Kepada tim liputan khusus Tribun Jateng, Bambang menuturkan, proses nikah siri terjadi 2009. Awal mula memutuskan untuk nikah siri karena ada uang dan tak bisa menahan nafsu.
"Yang jelas kurang bisa bersyukur atas nikmat dari Allah SWT. Padahal sudah punya istri setia dan anak-anak yang sehat. Kenapa waktu itu saya masih melakukan nikah siri hanya karena nafsu belaka," kata Bambang ungkap masa lalu.
Diakuinya, pengalaman nikah siri hanya satu kali. Setahun langsung putus. Sebelum melangsungkan pernikahan, ia lebih dulu memberitahukan kepada istri pertama.
"Istri pertama dengan sangat berat hati menyetujui. Kenapa pernikahan itu terjadi? disebabkan oleh karena istri kedua dianggap lebih cantik dan menarik, jadi bukan karena alasan agama," ujarnya.
Proses ijab disaksikan dua orang pria, dengan bayar modin waktu itu Rp 250 ribu beserta cincin kawin yang sekadarnya untuk melengkapi syarat. Waktu punya dua istri Bambang mengaku puas nafsunya sebagai lelaki. Tapi ternyata kerugian sangat banyak. Sulit bagi waktu, tak bisa mendidik anak-anak, kurang bisa adil, dan ekonomi merosot karena malas kerja.
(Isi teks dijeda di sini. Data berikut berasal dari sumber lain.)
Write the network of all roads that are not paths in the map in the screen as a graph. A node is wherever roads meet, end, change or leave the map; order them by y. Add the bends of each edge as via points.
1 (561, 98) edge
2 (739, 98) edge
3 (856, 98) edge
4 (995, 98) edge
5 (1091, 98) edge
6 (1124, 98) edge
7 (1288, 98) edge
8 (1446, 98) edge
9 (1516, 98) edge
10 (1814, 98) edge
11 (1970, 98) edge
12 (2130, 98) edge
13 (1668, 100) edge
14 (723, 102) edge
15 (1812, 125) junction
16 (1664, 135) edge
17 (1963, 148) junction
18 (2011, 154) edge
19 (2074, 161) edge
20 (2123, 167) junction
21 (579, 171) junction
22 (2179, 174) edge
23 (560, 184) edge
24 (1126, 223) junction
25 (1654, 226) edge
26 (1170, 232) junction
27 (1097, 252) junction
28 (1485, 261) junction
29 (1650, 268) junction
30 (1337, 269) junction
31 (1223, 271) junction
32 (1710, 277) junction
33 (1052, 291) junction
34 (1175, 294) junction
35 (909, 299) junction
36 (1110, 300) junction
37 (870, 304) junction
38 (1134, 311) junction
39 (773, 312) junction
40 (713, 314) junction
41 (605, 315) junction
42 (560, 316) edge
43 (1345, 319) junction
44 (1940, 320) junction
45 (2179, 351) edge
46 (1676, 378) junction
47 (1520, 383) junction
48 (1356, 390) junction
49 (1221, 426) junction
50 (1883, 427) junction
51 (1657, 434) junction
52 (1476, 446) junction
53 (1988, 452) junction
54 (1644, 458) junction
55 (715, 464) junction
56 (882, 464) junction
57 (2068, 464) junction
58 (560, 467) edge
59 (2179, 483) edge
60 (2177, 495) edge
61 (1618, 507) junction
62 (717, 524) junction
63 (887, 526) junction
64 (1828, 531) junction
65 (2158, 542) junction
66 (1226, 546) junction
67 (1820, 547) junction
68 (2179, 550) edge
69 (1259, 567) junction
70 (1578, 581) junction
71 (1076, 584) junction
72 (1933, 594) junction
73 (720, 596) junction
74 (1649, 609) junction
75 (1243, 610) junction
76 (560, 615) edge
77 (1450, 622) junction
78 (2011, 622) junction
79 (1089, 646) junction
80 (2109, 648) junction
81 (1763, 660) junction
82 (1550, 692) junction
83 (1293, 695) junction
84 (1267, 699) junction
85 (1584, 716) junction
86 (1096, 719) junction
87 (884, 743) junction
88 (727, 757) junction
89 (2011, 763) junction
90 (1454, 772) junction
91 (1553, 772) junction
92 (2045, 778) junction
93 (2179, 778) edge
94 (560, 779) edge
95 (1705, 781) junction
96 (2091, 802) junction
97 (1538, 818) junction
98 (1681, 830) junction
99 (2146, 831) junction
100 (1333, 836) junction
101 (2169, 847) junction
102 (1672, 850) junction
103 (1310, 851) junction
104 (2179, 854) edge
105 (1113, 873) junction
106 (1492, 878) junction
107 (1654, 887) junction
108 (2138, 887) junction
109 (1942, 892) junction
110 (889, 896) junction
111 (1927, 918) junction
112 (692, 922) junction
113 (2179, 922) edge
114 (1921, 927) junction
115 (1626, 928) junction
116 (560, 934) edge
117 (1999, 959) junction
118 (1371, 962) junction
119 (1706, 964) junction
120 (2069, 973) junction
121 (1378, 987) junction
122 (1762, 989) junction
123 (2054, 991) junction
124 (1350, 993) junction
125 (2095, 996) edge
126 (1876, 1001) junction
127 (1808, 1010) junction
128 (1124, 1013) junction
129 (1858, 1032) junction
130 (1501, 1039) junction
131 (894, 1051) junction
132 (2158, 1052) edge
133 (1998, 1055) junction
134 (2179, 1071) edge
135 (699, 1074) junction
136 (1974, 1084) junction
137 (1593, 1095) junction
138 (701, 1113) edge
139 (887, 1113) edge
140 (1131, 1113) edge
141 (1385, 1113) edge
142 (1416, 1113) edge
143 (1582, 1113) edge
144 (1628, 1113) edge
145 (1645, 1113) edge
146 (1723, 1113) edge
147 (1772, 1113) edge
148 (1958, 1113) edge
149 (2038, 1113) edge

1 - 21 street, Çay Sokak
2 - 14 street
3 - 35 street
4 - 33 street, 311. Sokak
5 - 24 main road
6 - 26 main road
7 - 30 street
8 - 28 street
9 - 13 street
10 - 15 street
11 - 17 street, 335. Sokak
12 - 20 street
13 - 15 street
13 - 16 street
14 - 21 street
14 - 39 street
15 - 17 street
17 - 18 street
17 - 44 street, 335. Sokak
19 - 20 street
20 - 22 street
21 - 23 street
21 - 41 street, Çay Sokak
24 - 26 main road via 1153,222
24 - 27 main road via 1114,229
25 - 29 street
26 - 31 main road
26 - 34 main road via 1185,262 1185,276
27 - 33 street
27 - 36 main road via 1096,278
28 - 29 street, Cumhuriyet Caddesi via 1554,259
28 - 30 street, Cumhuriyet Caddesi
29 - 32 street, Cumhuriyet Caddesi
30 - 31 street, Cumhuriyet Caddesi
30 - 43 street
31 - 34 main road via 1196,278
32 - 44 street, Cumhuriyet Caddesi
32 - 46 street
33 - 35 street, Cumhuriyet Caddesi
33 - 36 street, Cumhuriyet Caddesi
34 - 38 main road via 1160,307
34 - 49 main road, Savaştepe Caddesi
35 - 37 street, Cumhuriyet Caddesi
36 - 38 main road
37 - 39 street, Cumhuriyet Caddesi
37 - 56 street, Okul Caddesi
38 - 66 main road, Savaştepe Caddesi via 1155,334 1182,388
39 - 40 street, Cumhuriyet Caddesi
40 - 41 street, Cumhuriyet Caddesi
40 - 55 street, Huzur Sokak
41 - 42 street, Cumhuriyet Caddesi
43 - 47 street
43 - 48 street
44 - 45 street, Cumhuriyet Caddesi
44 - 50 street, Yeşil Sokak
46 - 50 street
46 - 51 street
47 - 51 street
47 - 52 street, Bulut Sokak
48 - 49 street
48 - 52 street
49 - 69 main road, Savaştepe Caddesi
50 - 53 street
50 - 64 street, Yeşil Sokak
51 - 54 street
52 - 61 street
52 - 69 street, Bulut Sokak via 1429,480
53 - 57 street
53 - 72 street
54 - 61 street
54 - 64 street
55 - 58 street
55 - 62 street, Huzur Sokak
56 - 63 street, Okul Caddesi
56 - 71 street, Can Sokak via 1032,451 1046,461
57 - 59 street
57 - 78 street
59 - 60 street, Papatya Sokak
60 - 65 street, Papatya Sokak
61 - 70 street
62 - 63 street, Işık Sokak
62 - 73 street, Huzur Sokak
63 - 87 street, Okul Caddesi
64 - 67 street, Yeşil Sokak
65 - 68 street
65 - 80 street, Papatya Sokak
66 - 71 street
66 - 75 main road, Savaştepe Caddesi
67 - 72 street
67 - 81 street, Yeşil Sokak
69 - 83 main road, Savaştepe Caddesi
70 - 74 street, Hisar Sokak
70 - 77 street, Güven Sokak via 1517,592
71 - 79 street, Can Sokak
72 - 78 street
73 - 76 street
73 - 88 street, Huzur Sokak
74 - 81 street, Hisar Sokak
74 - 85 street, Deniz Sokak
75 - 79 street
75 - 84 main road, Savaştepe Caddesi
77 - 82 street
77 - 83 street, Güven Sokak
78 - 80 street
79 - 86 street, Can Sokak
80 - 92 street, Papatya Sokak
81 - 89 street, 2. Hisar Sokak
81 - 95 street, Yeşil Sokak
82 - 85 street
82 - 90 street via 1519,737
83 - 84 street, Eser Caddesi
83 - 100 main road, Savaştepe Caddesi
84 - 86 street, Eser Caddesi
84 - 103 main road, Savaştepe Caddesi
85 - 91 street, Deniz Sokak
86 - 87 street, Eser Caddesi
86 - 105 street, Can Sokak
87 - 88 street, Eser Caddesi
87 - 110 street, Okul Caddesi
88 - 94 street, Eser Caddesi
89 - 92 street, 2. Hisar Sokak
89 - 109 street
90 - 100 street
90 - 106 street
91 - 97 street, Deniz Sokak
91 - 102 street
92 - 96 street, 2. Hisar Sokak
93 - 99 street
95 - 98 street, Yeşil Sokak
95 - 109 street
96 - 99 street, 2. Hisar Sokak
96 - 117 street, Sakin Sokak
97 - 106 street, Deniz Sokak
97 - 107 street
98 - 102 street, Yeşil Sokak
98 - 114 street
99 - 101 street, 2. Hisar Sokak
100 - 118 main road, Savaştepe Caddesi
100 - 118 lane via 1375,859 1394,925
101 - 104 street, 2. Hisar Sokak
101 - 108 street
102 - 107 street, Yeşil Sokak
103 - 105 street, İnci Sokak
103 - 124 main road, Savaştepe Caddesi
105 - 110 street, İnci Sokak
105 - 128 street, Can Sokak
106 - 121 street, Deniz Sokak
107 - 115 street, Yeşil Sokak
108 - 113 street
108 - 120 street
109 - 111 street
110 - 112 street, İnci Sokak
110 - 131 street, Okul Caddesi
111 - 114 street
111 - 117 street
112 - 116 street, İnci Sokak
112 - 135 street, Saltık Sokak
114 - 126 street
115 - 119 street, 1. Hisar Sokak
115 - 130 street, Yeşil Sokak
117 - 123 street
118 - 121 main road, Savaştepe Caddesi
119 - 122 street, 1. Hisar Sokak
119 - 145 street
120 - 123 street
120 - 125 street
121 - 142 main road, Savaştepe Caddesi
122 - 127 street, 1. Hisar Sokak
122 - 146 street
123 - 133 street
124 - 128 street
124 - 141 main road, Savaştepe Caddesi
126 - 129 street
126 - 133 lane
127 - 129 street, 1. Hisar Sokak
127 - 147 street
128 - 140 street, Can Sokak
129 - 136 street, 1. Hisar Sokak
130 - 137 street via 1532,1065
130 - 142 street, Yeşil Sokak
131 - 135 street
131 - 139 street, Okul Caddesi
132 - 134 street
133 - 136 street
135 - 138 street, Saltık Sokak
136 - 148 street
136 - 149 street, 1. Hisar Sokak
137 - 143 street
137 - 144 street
Kini Bambang sudah tidak lagi memiliki dua istri, ia memutuskan pisah dengan istri kedua akhir 2010. Proses cerai hanya dilakukan melalui sambungan telepon.
"Sudah saya ceraikan istri siri karena tak mampu membiayai. Waktu itu malam hari terjadi cekcok berat lalu saya ceraikan istri siri tahun 2010 akhir. Dan saya kembali utuh berkumpul dengan istri pertama," tuturnya.
Dia katakan, tak ada kewajiban apapun kepada mantan istri siri itu. Tapi karena punya satu anak dari istri siri, Bambang tetap memberikan uang demi kelangsungan hidup anak tersebut.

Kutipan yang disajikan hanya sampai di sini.